Sunday, May 18, 2008

Papaya for dessert

I have had the tastiest desserts this weekend. Last night, when I was down in Chicago celebrating Mother's Day with my Mom, we went to this italian restaurant where they make all their pasta from scratch and all their ingredients are local. They made a honeyed Panna Cotta with Rhubarb Jam....holy God was it good. Merciful heavens! I have resolved to try making my own, what a delicious experiment that will be. Tonight I carved up the papaya I just bought and one last wedge wouldn't fit in the container so I sprinkled it in lime juice and ate it. I stood over the counter with juice running down my hands. I stood there reveling in my treat, while Jim cleaned out mouse traps at the sink (the no-kill kind) I stood there eating my papaya and watching the back of Jim's head and thinking about how this would not be nearly as exciting a thing to him- he's not a huge papaya fan, and how I wouldn't really want him to share this with me. He feels this way about corn on the cob, let him have that. It's one of the ways I get to be myself within our marriage, the We. Us being different, and that making space between us, makes marriage a whole lot better, more satisfying in my mind. In a couple weeks we will have been married for four years and I feel like I am just now finding the balance between us and me.
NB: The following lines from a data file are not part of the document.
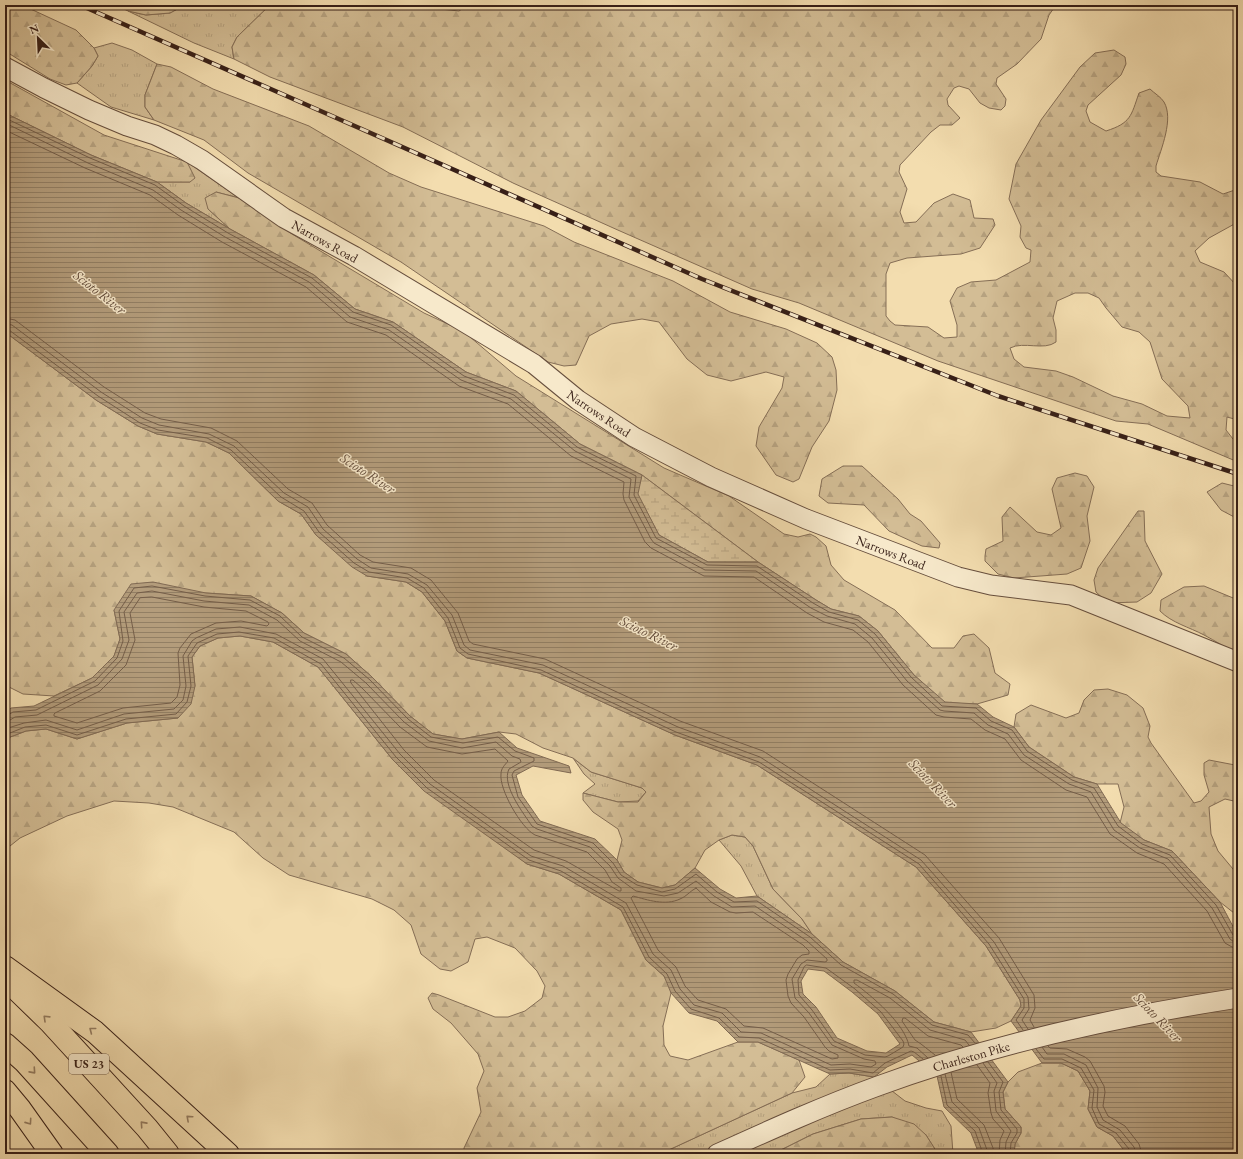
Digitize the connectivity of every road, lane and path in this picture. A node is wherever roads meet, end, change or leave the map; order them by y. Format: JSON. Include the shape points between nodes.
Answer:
{"nodes":[{"id":1,"x":5,"y":67,"type":"edge"},
{"id":2,"x":1238,"y":662,"type":"edge"},
{"id":3,"x":5,"y":967,"type":"edge"},
{"id":4,"x":5,"y":979,"type":"edge"},
{"id":5,"x":1238,"y":998,"type":"edge"},
{"id":6,"x":5,"y":1044,"type":"edge"},
{"id":7,"x":5,"y":1091,"type":"edge"},
{"id":8,"x":52,"y":1154,"type":"edge"},
{"id":9,"x":108,"y":1154,"type":"edge"},
{"id":10,"x":168,"y":1154,"type":"edge"},
{"id":11,"x":228,"y":1154,"type":"edge"},
{"id":12,"x":717,"y":1154,"type":"edge"}],
"edges":[{"from":1,"to":2,"type":"street","name":"Narrows Road","via":[[89,110],[155,135],[202,160],[284,218],[354,256],[534,364],[578,400],[634,436],[711,476],[806,520],[958,577],[991,585],[1071,595]]},
{"from":11,"to":3,"type":"highway","one_way":true,"via":[[95,1032]]},
{"from":10,"to":4,"type":"highway","number":"US 23","one_way":true,"via":[[50,1022]]},
{"from":5,"to":12,"type":"street","name":"Charleston Pike","via":[[1130,1016],[994,1048],[878,1086]]},
{"from":6,"to":9,"type":"highway","one_way":true,"via":[[24,1061]]},
{"from":7,"to":8,"type":"highway","one_way":true}]}
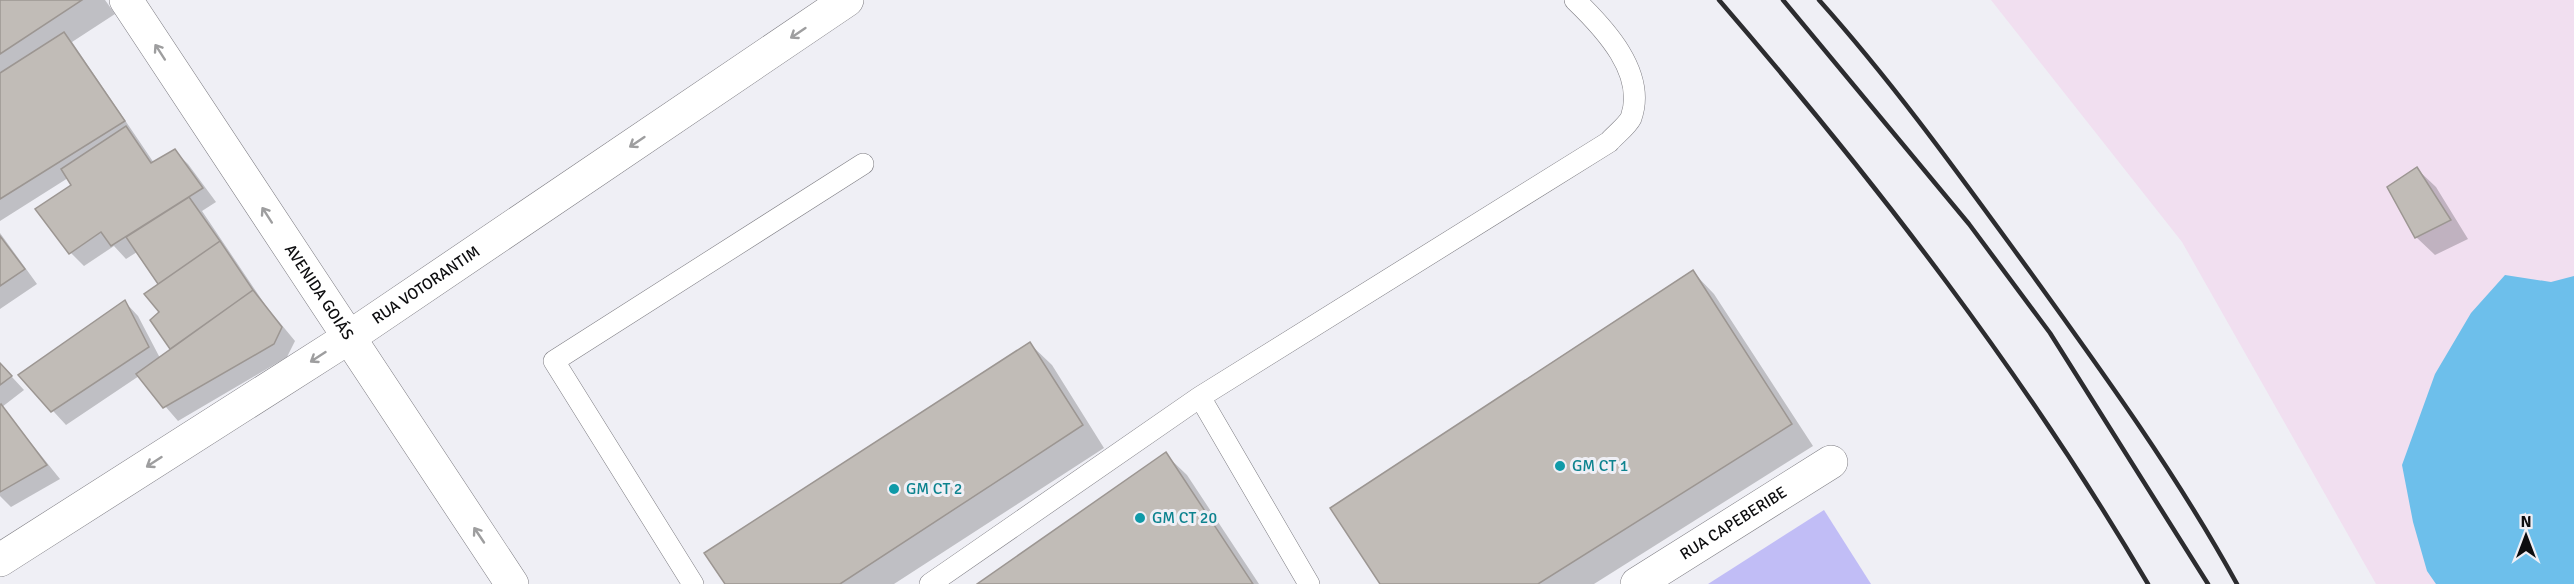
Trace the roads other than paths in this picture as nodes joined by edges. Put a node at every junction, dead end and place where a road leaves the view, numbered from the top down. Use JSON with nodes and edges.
{"nodes":[{"id":1,"x":126,"y":0,"type":"edge"},
{"id":2,"x":847,"y":0,"type":"edge"},
{"id":3,"x":1575,"y":0,"type":"edge"},
{"id":4,"x":863,"y":164,"type":"dead end"},
{"id":5,"x":348,"y":338,"type":"junction"},
{"id":6,"x":1200,"y":397,"type":"junction"},
{"id":7,"x":1831,"y":462,"type":"dead end"},
{"id":8,"x":0,"y":560,"type":"edge"},
{"id":9,"x":512,"y":584,"type":"edge"},
{"id":10,"x":693,"y":584,"type":"edge"},
{"id":11,"x":930,"y":584,"type":"edge"},
{"id":12,"x":1309,"y":584,"type":"edge"},
{"id":13,"x":1637,"y":584,"type":"edge"}],
"edges":[{"from":5,"to":1,"type":"street","name":"AVENIDA GOIÁS","one_way":true},
{"from":2,"to":5,"type":"street","name":"RUA VOTORANTIM","one_way":true},
{"from":3,"to":6,"type":"lane"},
{"from":4,"to":10,"type":"lane"},
{"from":5,"to":8,"type":"street","name":"RUA VOTORANTIM","one_way":true},
{"from":9,"to":5,"type":"street","name":"AVENIDA GOIÁS","one_way":true},
{"from":6,"to":11,"type":"lane"},
{"from":6,"to":12,"type":"lane"},
{"from":7,"to":13,"type":"street","name":"RUA CAPEBERIBE"}]}
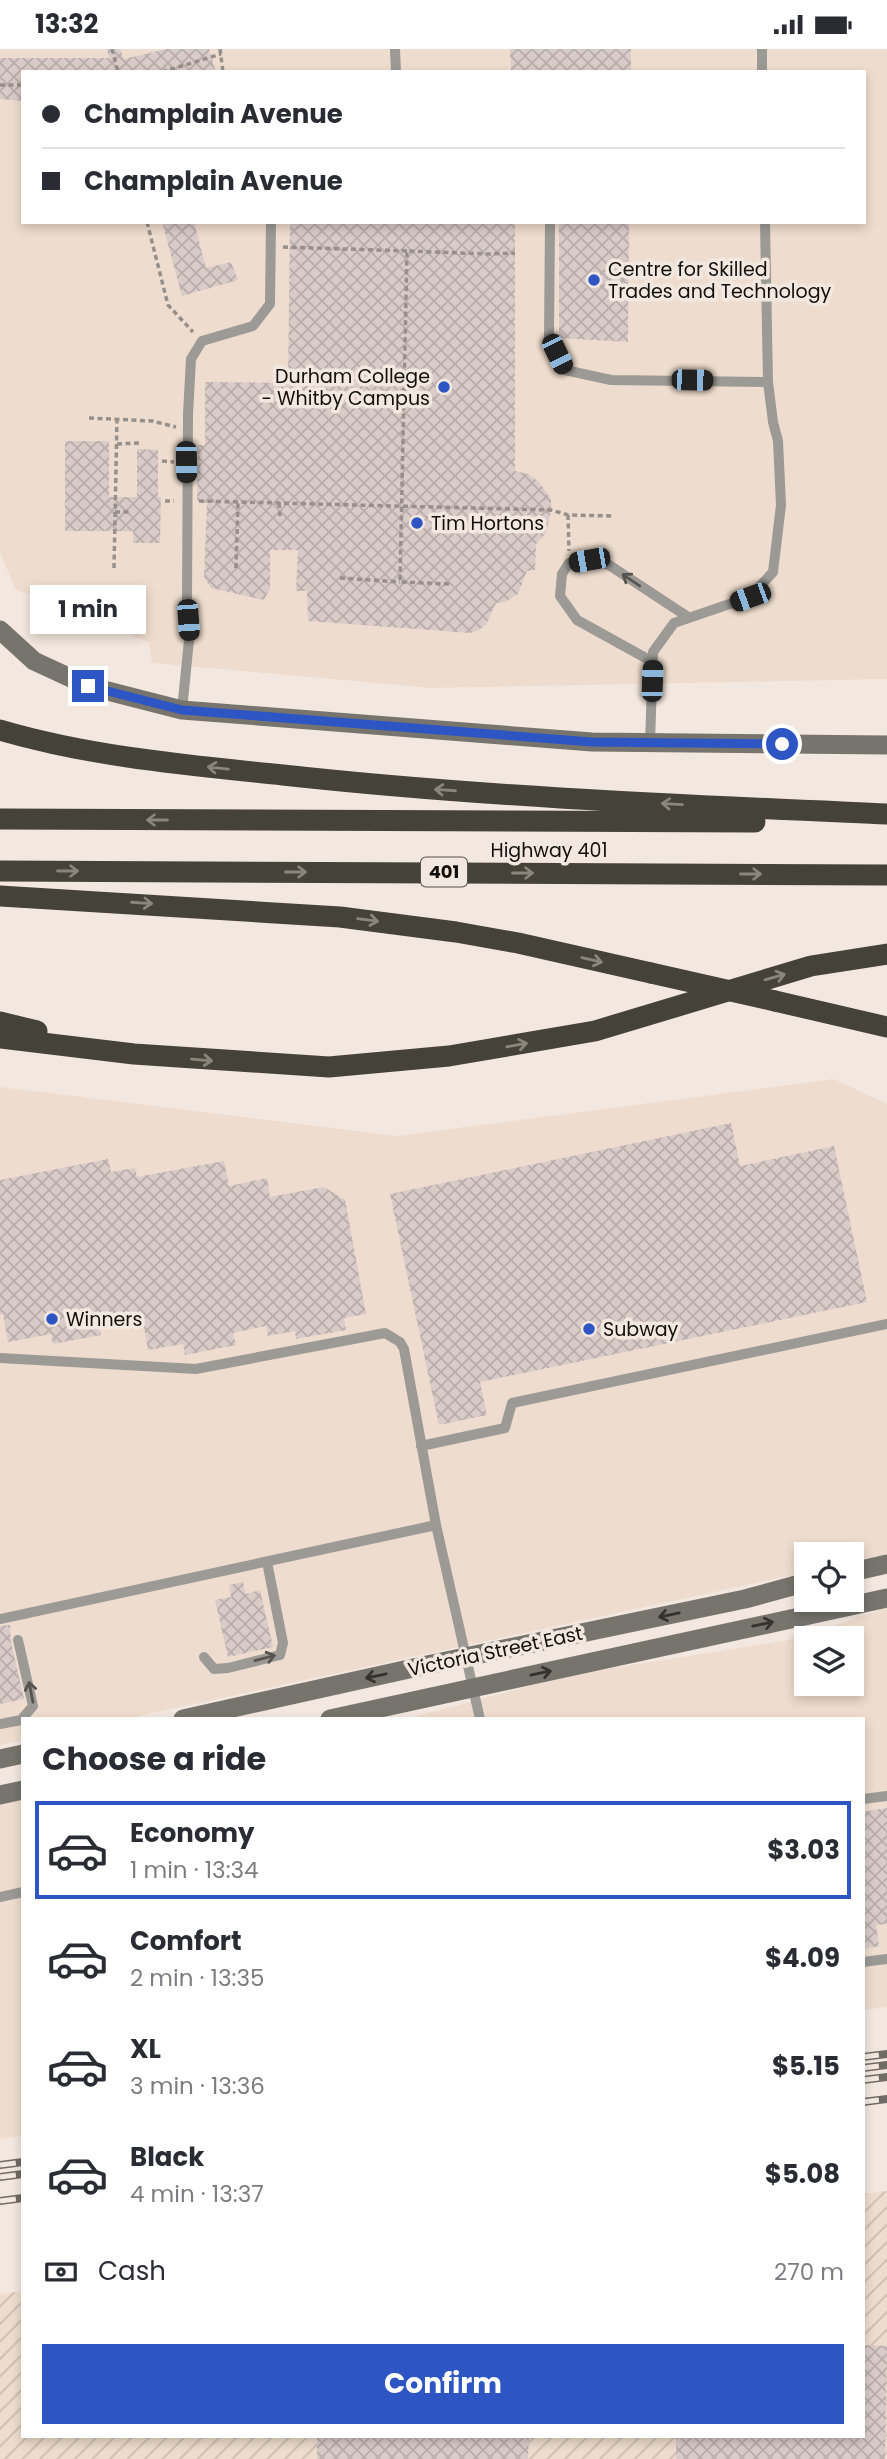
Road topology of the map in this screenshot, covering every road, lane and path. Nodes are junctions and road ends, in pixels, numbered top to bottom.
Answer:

I used to spend lots of mental energy on what could possibly be a deal-breaker- what is that thing I hadn't noticed before about Jim or that thing I hadn't considered before that will undo us? Numerologically, the forth year is a foundation year. I sort of look at it as the rise of one step. I never did find a deal-breaker and I have (almost completely) stopped looking.
I feel too much like Erma Bombeck.... More in the morning, I have to get into bed.